4. The graphene of claim 3 wherein the foam is an open celled foam.

5. The graphene of any one of claims 1 to 4 wherein the cavities have a mean diameter of about 100 to about 500nm.

6. A process for producing graphene comprising:

(i) reacting a metal with an alcohol to produce a solvothermal product comprising a metal alkoxide, said metal alkoxide being a reaction product of the metal with the alcohol; and

(ii) pyrolysing the solvothermal product to produce the graphene.

7. The process of claim 6 wherein the metal is an alkali metal.

8. The process of claim 7 wherein the alkali metal is sodium.

9. The process of any one of claims 6 to 8 wherein the alcohol is volatile.

10. The process of any one of claims 6 to 9 wherein the alcohol is a primary alcohol.

1 1. The process of claim 10 wherein the alcohol comprises ethanol.

12. The process of any one of claims 6 to 1 1 wherein the molar ratio of the metal to the alcohol is between about 1.5: 1 and about 1 : 1.5.

13. The process of claim 12 wherein the molar ratio is about 1 : 1.

14. The process of any one of claims 6 to 13 wherein step (i) is conducted at between about 0 and about 250°C.

15. The process of any one of claims 6 to 14 wherein step (ii) is initiated using a flame.

16. The process of any one of claims 6 to 15 wherein step (ii) is conducted at a temperature of between about 250 and about 500⁰C.

17. The process of any one of claims 6 to 16 additionally comprising washing the graphene.

18. The process of claim 17 comprising drying the graphene after said washing.

19. The process of any one of claims 6 to 18 additionally comprising comminuting the graphene.

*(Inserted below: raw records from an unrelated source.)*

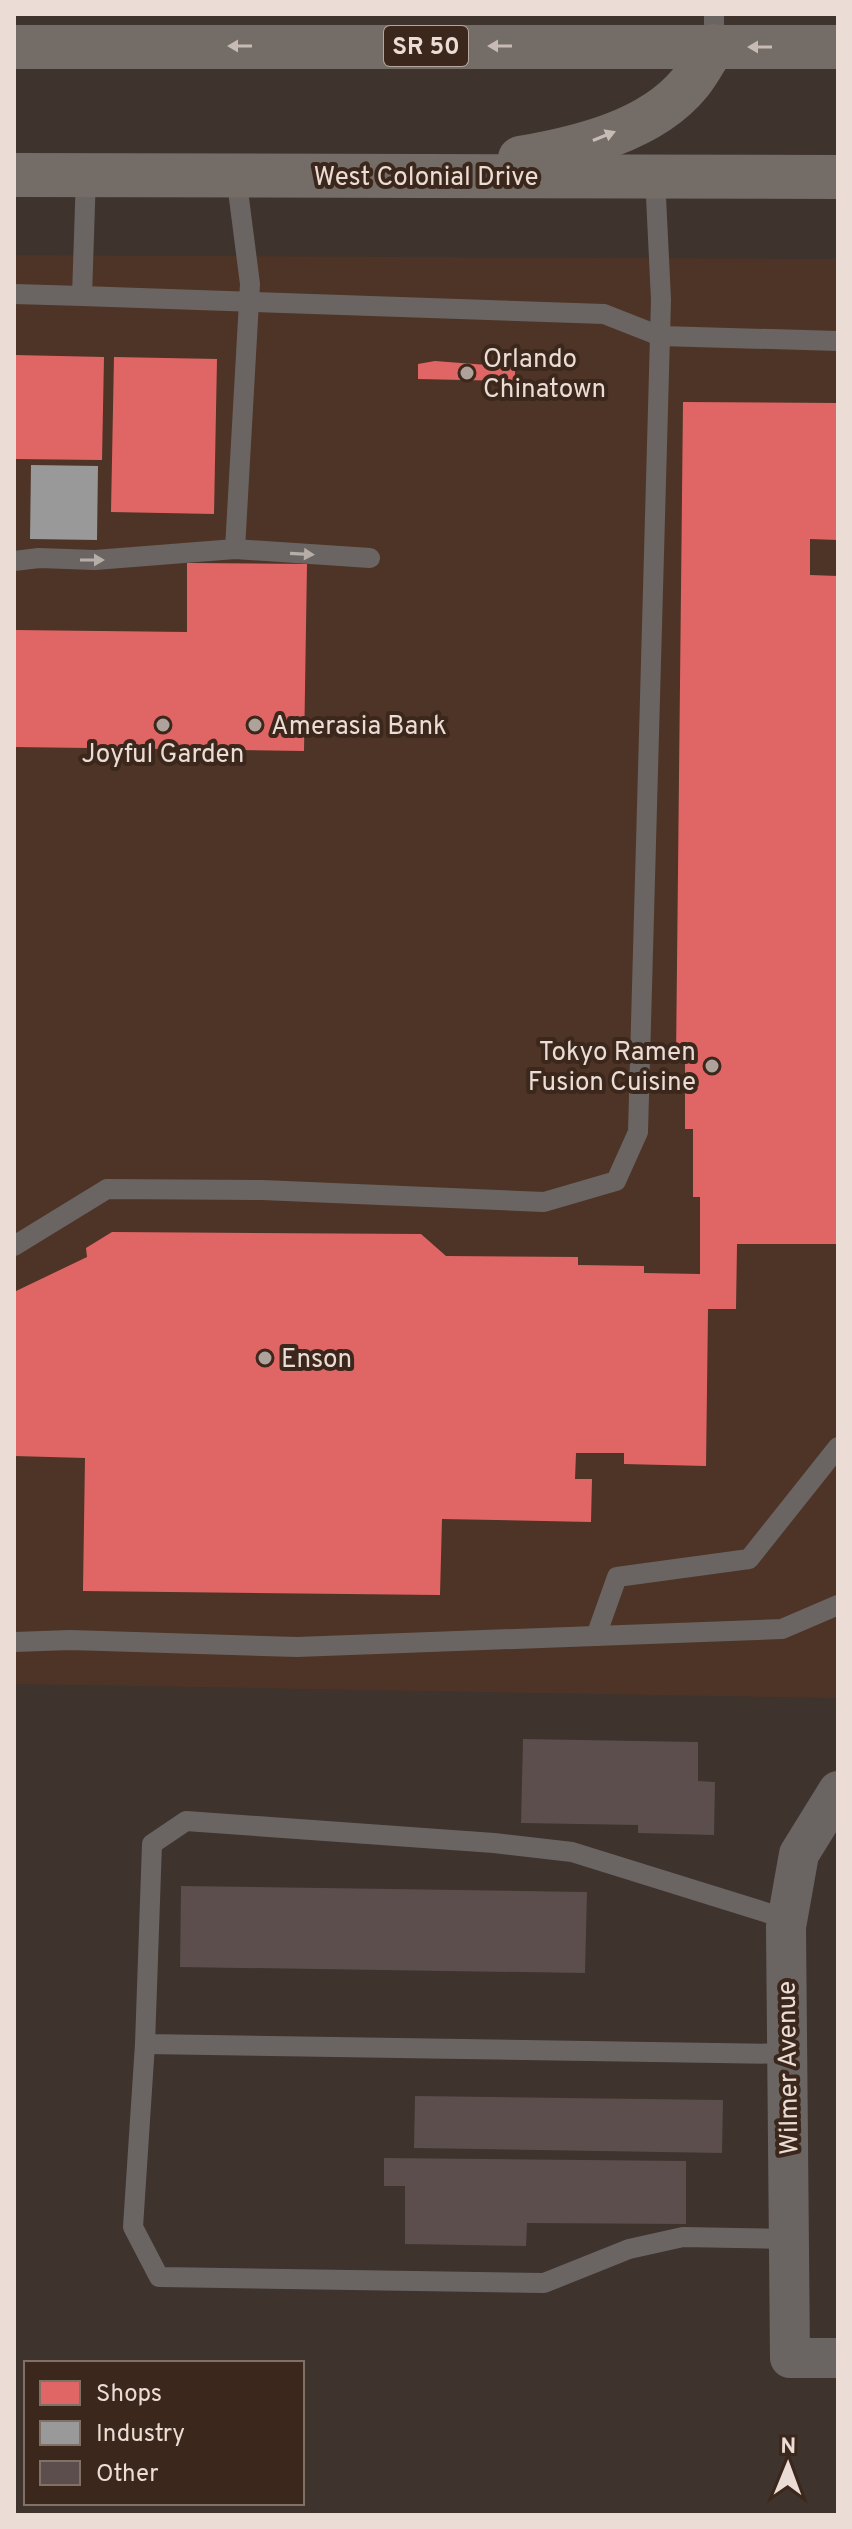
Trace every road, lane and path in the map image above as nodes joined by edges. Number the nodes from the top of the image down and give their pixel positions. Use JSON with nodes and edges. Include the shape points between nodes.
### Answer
{"nodes":[{"id":1,"x":714,"y":30,"type":"edge"},
{"id":2,"x":14,"y":47,"type":"edge"},
{"id":3,"x":838,"y":47,"type":"edge"},
{"id":4,"x":14,"y":175,"type":"edge"},
{"id":5,"x":86,"y":175,"type":"junction"},
{"id":6,"x":236,"y":175,"type":"junction"},
{"id":7,"x":419,"y":176,"type":"junction"},
{"id":8,"x":655,"y":176,"type":"junction"},
{"id":9,"x":838,"y":177,"type":"edge"},
{"id":10,"x":14,"y":294,"type":"edge"},
{"id":11,"x":82,"y":296,"type":"junction"},
{"id":12,"x":249,"y":301,"type":"junction"},
{"id":13,"x":660,"y":336,"type":"junction"},
{"id":14,"x":838,"y":341,"type":"edge"},
{"id":15,"x":235,"y":549,"type":"junction"},
{"id":16,"x":370,"y":558,"type":"dead end"},
{"id":17,"x":14,"y":561,"type":"edge"},
{"id":18,"x":14,"y":1246,"type":"edge"},
{"id":19,"x":838,"y":1447,"type":"edge"},
{"id":20,"x":838,"y":1605,"type":"edge"},
{"id":21,"x":596,"y":1636,"type":"junction"},
{"id":22,"x":14,"y":1642,"type":"edge"},
{"id":23,"x":838,"y":1791,"type":"edge"},
{"id":24,"x":787,"y":1919,"type":"junction"},
{"id":25,"x":145,"y":2044,"type":"junction"},
{"id":26,"x":787,"y":2054,"type":"junction"},
{"id":27,"x":789,"y":2239,"type":"junction"},
{"id":28,"x":838,"y":2358,"type":"edge"}],
"edges":[{"from":1,"to":2,"type":"highway","number":"SR 50","one_way":true},
{"from":3,"to":1,"type":"highway","number":"SR 50","one_way":true},
{"from":7,"to":1,"type":"highway","one_way":true,"via":[[570,149],[646,119],[688,85]]},
{"from":4,"to":5,"type":"highway","name":"West Colonial Drive"},
{"from":5,"to":6,"type":"highway","name":"West Colonial Drive"},
{"from":5,"to":11,"type":"lane"},
{"from":6,"to":7,"type":"highway","name":"West Colonial Drive"},
{"from":6,"to":12,"type":"lane"},
{"from":7,"to":8,"type":"highway","name":"West Colonial Drive"},
{"from":8,"to":9,"type":"highway","name":"West Colonial Drive"},
{"from":8,"to":13,"type":"lane"},
{"from":10,"to":11,"type":"lane"},
{"from":11,"to":12,"type":"lane"},
{"from":12,"to":13,"type":"lane","via":[[604,314]]},
{"from":12,"to":15,"type":"lane"},
{"from":13,"to":14,"type":"lane"},
{"from":13,"to":18,"type":"lane","via":[[638,1132],[616,1181],[544,1202],[276,1190],[107,1189]]},
{"from":15,"to":16,"type":"lane","one_way":true},
{"from":17,"to":15,"type":"lane","one_way":true},
{"from":19,"to":21,"type":"lane","via":[[749,1559],[617,1577]]},
{"from":20,"to":21,"type":"lane","via":[[782,1629]]},
{"from":21,"to":22,"type":"lane","via":[[297,1647]]},
{"from":23,"to":24,"type":"street","name":"Wilmer Avenue","via":[[799,1854]]},
{"from":24,"to":25,"type":"lane","via":[[572,1852],[186,1821],[152,1844]]},
{"from":24,"to":26,"type":"street","name":"Wilmer Avenue"},
{"from":25,"to":26,"type":"lane"},
{"from":25,"to":27,"type":"lane","via":[[133,2227],[159,2277],[544,2283],[629,2249],[683,2237]]},
{"from":26,"to":27,"type":"street","name":"Wilmer Avenue"},
{"from":27,"to":28,"type":"street","name":"Wilmer Avenue","via":[[790,2358]]}]}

20. Graphene made by the process of any one of claims 6 to 19.

21. A composite material comprising graphene according to any one of claims 1 to 5 or 20 dispersed in a matrix.

22. The composite material of claim 21 wherein the graphene is present in the composite material at a concentration of between about 0.05 and about 5% by weight.

23. The composite material of claim 21 or claim 22 having an electrical conductivity of at least about 0.1 Sm^"1.

24. The composite material of any one of claims 21 to 23 wherein the matrix has an electrical conductivity of less than about 0.1 Sm^"1.

25. The composite material of any one of claims 21 to 24 wherein the matrix comprises a polymer or a ceramic or a metal or a metal alloy.

26. A process for making a composite material comprising:

(i) providing graphene according to any one of claims 1 to 5 or 20;

(ii) combining the graphene with a matrix or with a precursor to a matrix, said matrix or precursor being in liquid form; and

(iii) if step (ii) comprises combining the graphene with a precursor to a matrix, converting the precursor to the matrix.

27. Use of graphene according to any one of claims 1 to 5 or 20 for reinforcing a composite or for manufacturing an electronic device or for manufacturing a sensor or for manufacturing a battery or for manufacturing a device for storage of hydrogen or as a catalyst.